Currently, each B&L sales person has 100 customer accounts. Each account must be called at least once a month, as B&L does not want to lose any customers. Assume that sales per customers, when the customer is called once a month, is $100.

Given these findings, what should Bausch & Lomb do?

Candidate:

To maximize profits, the candidate must consider how to best distribute phone calls.

Additional Information to be given if asked:
* Each sales call takes 30 minutes.
* Each sales rep works 20 days per month, 8 hours a day.
* Each sales rep spends approximately 3 hours of each work day on administrative work, lunch break, etc.

Calculation:
8 hours a day less 3 hours a day for admin = 5 hours a day for sales calls.
5 hours divided by 30 min per call = 10 calls per day.
10 calls per day times 20 work days per month = Max. capacity is 200 calls per month per rep.
200 calls max less 100 calls necessary = 100 “free” calls.
The sales reps have already called all customers once.
– To reach 3 calls per month, they must call customer 2 more times. 100/2 = 50 customers, they are able to call 3 times per month for 50 customers.
– To reach 2 calls per month, they must call customer 1 more time. 100/1 = 100 customers, they are able to call 2 times per month for 100 customers.

* 1 call: sales per customer = $100
* 2 calls: sales per customer = $100 * 1.05 = $105
* 3 calls: sales per customer = $100 * 1.15 = $115

If all customers are called twice, then sales = 100 customers * $105 per customer = $10,500
Otherwise, 50 customers are called once and 50 customers are called 3 times, sales = 50 customers * $100 + 50 customers * $115 = $10,750

3. Recommendations

The client company Bausch & Lomb should call 50 customers once and 50 customers 3 times.

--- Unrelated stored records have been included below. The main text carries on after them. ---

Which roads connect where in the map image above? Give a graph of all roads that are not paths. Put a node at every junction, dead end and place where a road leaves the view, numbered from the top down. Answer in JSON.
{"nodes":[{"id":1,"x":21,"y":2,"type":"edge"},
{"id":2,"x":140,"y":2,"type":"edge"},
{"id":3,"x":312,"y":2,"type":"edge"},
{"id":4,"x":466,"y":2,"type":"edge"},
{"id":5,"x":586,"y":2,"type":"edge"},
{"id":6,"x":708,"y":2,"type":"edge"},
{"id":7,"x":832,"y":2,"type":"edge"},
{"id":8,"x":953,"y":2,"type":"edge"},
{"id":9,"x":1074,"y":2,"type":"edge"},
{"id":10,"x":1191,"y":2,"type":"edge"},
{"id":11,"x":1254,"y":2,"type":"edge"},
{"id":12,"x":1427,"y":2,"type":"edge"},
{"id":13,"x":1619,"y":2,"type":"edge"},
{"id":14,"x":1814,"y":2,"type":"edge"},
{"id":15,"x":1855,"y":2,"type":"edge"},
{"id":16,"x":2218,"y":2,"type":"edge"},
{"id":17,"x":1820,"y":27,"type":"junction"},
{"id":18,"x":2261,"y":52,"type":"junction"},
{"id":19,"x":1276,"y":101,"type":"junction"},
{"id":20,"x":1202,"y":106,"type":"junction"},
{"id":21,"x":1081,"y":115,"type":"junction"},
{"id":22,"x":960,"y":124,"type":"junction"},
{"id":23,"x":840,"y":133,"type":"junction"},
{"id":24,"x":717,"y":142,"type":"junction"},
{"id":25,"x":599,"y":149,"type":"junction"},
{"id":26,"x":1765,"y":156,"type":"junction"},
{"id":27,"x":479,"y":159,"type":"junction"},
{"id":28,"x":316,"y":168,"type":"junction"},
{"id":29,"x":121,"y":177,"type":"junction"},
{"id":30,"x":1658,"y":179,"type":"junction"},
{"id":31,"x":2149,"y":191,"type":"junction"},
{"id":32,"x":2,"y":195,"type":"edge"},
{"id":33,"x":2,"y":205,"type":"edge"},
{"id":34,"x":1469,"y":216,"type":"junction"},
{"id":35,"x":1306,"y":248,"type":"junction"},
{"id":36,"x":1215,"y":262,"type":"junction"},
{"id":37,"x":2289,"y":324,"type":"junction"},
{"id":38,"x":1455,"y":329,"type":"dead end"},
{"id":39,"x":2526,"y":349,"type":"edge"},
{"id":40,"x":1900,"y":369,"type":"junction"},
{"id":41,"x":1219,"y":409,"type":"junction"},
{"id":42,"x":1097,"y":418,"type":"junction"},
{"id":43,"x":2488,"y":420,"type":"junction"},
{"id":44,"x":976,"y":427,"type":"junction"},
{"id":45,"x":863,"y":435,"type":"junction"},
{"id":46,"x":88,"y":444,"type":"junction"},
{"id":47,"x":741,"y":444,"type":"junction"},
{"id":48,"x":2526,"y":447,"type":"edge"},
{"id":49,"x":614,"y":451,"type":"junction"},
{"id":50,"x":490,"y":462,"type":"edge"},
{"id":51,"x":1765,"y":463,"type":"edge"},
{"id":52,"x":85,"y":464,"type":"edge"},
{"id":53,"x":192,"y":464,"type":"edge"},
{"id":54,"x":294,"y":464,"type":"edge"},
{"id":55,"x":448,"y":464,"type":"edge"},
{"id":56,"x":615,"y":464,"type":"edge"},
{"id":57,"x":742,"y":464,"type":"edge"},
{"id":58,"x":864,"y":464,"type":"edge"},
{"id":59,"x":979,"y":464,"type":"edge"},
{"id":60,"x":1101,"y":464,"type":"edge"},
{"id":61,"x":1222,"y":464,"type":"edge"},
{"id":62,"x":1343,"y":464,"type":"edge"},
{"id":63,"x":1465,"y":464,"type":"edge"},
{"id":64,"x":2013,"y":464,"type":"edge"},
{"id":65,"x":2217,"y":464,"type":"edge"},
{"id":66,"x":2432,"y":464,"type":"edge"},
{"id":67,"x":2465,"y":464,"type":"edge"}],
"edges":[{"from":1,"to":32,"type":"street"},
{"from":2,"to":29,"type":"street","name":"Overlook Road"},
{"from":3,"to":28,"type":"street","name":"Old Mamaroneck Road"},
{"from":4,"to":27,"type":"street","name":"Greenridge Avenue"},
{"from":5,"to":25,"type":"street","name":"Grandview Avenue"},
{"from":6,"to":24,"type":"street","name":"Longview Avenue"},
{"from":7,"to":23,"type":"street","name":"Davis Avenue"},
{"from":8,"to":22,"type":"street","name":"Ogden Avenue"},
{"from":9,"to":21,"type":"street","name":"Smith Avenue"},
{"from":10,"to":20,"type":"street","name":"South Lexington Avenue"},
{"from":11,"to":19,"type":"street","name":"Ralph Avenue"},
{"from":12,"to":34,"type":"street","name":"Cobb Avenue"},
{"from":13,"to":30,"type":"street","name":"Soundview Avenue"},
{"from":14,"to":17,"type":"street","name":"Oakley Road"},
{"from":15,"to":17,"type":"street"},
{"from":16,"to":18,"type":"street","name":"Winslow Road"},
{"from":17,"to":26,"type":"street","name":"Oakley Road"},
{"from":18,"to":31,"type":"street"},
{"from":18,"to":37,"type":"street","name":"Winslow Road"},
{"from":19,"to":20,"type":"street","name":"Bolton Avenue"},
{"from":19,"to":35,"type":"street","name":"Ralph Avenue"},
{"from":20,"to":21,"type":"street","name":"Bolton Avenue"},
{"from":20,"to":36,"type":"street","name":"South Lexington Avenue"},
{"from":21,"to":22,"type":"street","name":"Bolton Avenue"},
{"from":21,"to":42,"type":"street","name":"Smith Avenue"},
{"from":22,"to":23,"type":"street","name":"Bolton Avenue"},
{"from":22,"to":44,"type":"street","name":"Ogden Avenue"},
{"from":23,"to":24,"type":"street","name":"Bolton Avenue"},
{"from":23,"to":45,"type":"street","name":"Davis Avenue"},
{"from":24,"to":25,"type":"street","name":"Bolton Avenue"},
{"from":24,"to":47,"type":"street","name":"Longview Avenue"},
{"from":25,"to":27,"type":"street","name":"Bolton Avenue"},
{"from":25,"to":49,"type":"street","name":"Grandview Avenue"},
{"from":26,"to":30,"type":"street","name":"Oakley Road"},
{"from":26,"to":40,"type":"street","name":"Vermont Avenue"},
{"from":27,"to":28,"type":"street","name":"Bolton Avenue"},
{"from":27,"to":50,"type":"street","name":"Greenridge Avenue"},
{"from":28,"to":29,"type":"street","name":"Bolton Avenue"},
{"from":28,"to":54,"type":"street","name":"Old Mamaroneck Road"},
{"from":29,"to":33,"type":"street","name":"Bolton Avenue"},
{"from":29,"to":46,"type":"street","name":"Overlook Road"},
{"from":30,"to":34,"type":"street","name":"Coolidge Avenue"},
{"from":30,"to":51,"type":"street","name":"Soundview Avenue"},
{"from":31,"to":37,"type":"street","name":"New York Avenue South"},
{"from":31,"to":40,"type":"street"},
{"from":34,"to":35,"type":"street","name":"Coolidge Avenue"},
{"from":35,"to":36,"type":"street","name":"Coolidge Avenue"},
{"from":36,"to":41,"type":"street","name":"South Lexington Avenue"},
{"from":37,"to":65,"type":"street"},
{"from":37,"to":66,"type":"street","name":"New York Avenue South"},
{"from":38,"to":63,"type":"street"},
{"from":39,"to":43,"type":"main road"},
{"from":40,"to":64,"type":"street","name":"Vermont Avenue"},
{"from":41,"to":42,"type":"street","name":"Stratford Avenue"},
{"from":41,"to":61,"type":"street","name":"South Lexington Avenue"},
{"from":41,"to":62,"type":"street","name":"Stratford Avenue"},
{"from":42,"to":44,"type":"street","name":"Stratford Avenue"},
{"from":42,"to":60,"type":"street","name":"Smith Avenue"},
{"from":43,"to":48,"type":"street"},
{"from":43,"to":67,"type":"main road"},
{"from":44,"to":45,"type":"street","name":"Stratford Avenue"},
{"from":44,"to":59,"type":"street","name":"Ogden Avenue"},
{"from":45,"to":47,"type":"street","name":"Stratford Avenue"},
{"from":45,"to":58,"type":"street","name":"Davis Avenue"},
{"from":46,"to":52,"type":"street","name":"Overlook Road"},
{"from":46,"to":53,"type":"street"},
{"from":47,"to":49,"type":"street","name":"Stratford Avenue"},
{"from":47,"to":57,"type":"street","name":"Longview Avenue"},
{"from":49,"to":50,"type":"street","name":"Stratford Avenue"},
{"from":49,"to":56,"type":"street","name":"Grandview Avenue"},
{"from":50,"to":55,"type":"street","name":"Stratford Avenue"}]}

4. Additional Considerations

See Above

5. Primary Takeaways from Case

* Make sure you understand what problem you’re trying to solve. If the problem is vague, clarify it before you start your framework, otherwise, how do you know what you’re solving for?
* Don’t jump to conclusions on slides. Even if you think you understand everything on it, verify with the interviewer to make sure your understanding is correct.
* Take every sub-conclusion back to the main question.
* Sanity check everything you conclude and/or see. Does this make sense? Is this what I expected to see?